Einen Hauch von „Pretty Woman“ kann man erahnen, wenn die reiche Frau dem bankrotten Kellner/Stripper einen Haufen Geld anbietet und ihn bittet, mit ihr nach London zu gehen - dass er dort eine Show auf die Bühne stellen soll, wird sie ihm erst später verraten. Doch „Magic Mike’s Last Dance“ wird keine gendergeswappte Sondierung von Klassenverhältnissen, aber auch alle, die ihre Erwartungshaltungen eh schon eher bodennah angesiedelt haben („hoffentlich gibt es ein paar gute Tanzszenen“), werden vermutlich enttäuscht sein.

„Magic Mike’s Last Dance“ ist in erster Linie erstaunlich langweilig, in zweiter Linie hanebüchen und in dritter Linie tatsächlich handwerklich plump. Der britische Butler von Maxandra, der comic relief mit Anlauf abliefern soll, wirkt wie aus einer 80ies Komödie aus der dritten Reihe, die Liebesgeschichte, die offenbar zwischen Maxandra und Mike stattfindet, wird nicht erzählt, die Dialoge pendeln zwischen Telenovela und WTF. Eine Adoptivtochter, ein böser fast schon Ex-Ehemann und eine biedere Frau von eine Behörde runden das Soap Opera Ensemble ab.

Szenenbilder "Magic Mike's Last Dance"

Warner

„Magic Mike’s Last Dance“ startet am 9. Februar 2023 in den österreichischen Kinos. Der bessere aktuelle Film von Steven Soderbergh heißt „Kimi“ und ist bereits auf Streaming-Plattformen zu finden.

Warum will Maxandra überhaupt, dass Mike eine Tanz-Show mit Striptease-Elementen in einem altehrwürdigen Theater inszeniert? Naja, einerseits sind das die Nachwirkungen der Privatvorführung von Mike, andererseits will sie die abgestumpfte Welt mit dieser Show aufwecken. Ich bin bei allen „Ich will die Welt mit Kunst verändern“-Visionen immer gerne an Bord, hier fehlt es aber schon an einer kleinen Untermauerung, warum denn die - ebenfalls wahnsinnig lieb- und einfallslos - inszenierte Tanzshow irgendwas für irgendwen verändern sollte.

Die einzig erwähnenswerten Szene, die es wagt, sich inszenatorisch ordentlich aus dem Fenster zu lehnen, wird von Mike schon früher im Film mit „I need a plumber and a ballerina“ angedeutet, doch das Schmerzballett im Bühnenregen kann das Ruder nicht mehr rumreißen.
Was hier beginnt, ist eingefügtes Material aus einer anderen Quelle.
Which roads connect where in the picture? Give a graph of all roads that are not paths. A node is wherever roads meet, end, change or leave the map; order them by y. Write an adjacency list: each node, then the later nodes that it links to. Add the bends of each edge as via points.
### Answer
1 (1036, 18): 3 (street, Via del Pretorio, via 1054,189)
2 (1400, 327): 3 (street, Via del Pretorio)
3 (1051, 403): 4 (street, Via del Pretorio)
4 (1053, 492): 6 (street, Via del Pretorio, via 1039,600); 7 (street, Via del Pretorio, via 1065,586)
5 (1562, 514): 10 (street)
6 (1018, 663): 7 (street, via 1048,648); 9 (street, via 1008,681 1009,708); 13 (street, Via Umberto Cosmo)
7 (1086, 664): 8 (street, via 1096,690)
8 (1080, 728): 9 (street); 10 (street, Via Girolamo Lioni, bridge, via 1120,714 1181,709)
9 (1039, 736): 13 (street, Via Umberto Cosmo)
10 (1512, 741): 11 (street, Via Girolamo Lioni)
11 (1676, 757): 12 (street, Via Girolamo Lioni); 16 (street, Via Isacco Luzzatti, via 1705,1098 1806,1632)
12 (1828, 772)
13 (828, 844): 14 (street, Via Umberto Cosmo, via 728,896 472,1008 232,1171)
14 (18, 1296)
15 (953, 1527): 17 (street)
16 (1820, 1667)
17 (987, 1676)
Chuzpe beweist der Film, als Ginuwines „Pony“ kurz erklingt und an die beiden anderen „Magic Mike“-Filme erinnert, die mit dem Potpourri an Unsäglichkeiten, die „Magic Mike’s Last Dance“ ausmachen, so gar nichts zu tun haben. Erinnert ihr euch daran, als ihr diesen Song in guten Filmen gehört habt, flüstert einem der Film zu und man wird ein bisschen wehmütig.

Szenenbilder "Magic Mike's Last Dance"

Warner

Regen und Tanz ist immer gut, das wussten schon Gene Kelly, 90er Boybands und Tom Holland beim Lip Sync Battle.

Vielleicht wollte Steven Soderbergh, immerhin ist er ja einer der experimentierfreudigeren Regisseure, mal einen Film machen, der so wirkt, als wäre er nicht von ihm. Mein fester Glaube ans Weltkulturerbe Channing Tatum ist ungebrochen, demnächst wird er in „Pussy Island“, einem Film seiner Partnerin Zoe Kravitz zu sehen sein, und natürlich we will always have „21 Jump Street“.